DAVIS COUNTY — Alan Bangerter’s family has been working plots of land in Davis County for the last four generations. When he learned that land would be eaten up by at least two different public projects he decided to fight.
“He followed every step perfectly,” said Davis County Commission Chair, Jim Smith.
Smith said neighbors and friends showed up en-masse to support Bangerter’s application to preserve a plot of 44 acres and a plot of 7.6 acres, both in unincorporated Davis County.
Bangerter spoke first, “I’m a fourth generation farmer on this land, and I have two more generations helping me farm it. This farm puts $400,000 a year in wages back into this community and donates 45,000 pounds of produce each year to local food banks.”
For the next forty minutes Bangerter’s attorney and several community members joined Bangerter in asking the commission to protect his land.
“We did not have one single person speak out against the request,” Smith said.
Ultimately the commission decided to protect all but 5.5 of the acres. The rest of them will be used for a highway running through the western section of the county, called the West Davis Corridor.

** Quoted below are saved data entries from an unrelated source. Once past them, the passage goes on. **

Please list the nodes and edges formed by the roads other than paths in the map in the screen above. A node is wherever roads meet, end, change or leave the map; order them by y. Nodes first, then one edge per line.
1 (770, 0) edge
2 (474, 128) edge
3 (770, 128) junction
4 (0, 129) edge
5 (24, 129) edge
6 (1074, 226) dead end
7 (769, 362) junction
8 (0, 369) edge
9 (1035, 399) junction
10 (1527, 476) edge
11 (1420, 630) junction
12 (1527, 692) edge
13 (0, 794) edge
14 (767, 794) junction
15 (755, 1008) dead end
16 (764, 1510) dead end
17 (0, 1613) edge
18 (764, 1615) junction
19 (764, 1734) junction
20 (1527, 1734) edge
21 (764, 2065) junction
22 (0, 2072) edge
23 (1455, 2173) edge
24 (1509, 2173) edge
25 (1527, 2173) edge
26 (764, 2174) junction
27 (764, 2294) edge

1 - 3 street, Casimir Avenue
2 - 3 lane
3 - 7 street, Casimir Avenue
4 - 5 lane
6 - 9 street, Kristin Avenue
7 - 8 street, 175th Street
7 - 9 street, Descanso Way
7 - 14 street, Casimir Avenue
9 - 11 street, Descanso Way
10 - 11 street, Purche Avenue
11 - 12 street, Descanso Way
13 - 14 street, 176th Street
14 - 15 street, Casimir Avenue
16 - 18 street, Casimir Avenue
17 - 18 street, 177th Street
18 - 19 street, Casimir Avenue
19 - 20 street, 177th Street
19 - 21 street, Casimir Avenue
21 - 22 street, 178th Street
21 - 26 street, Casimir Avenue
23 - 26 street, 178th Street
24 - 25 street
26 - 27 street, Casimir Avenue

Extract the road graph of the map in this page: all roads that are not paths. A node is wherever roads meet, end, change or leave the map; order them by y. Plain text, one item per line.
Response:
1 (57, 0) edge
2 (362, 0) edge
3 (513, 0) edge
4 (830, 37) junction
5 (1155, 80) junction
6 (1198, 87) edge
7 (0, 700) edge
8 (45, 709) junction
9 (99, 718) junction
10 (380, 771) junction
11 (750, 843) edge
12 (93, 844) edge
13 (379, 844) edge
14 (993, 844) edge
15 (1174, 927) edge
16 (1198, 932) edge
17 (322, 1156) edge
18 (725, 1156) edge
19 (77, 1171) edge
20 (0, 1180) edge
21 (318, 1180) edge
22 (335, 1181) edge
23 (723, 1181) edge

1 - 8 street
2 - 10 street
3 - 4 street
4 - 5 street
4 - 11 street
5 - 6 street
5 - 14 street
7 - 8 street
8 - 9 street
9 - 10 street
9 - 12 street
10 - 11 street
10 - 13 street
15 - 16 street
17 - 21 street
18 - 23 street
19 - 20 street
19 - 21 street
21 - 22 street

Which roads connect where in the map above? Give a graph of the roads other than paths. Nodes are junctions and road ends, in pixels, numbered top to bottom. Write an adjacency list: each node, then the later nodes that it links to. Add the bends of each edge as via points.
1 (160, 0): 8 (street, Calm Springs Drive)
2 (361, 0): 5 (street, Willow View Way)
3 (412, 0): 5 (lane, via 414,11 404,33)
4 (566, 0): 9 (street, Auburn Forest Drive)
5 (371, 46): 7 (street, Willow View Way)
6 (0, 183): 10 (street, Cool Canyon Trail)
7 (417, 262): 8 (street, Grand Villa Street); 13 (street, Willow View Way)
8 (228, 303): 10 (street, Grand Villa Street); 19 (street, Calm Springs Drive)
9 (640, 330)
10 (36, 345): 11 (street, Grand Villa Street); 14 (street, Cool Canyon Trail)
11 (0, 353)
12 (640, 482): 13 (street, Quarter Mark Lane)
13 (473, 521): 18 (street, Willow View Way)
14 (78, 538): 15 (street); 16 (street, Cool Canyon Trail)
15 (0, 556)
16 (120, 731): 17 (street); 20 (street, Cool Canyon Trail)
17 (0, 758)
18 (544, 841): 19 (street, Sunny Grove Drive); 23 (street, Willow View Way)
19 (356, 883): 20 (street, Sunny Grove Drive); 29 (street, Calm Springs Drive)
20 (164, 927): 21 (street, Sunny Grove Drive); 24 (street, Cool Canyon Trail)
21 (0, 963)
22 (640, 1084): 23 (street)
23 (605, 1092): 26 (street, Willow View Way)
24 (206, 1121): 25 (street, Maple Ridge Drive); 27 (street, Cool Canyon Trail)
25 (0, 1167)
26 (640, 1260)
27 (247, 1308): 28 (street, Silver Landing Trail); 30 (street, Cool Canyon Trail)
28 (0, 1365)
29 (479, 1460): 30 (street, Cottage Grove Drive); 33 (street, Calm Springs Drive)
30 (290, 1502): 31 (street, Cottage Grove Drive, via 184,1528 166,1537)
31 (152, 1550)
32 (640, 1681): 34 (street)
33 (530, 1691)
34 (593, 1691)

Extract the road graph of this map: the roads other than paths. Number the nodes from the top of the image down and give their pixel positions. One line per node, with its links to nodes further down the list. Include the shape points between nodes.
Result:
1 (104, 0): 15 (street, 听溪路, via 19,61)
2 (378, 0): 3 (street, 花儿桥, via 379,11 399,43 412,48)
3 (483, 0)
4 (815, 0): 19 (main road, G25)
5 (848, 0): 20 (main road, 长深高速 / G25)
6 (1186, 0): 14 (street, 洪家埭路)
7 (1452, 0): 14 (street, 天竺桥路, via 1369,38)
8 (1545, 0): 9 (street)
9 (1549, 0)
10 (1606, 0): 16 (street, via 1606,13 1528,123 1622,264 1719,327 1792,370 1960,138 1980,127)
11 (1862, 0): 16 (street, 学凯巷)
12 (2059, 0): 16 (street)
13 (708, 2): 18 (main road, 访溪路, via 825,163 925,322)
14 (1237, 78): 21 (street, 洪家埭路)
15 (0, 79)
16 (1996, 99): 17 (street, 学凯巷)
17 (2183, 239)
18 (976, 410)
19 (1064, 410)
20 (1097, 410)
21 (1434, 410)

“We expected it all along. Everyone has been super supportive of the Bangerters, their farms, what they want to do. The agriculture protection act is there for a reason,” said Jeanne Marshall, an attorney for the Bangerters.
Bangerter continues his battle in a Farmington City Council meeting at seven PM tonight. He’s hoping to convince the city that they don’t need to use 22.37 acres of his farm to expand the city park and add soccer fields. 10 of those acres are also on the table to be used for another section of the corridor project.
Bangerter has a final section of his farm, 7.6 acres, that has been requested for public use in Bountiful City, but Marshall said they have already indicated they will approve the application to protect those acres. That hearing is on May 22nd.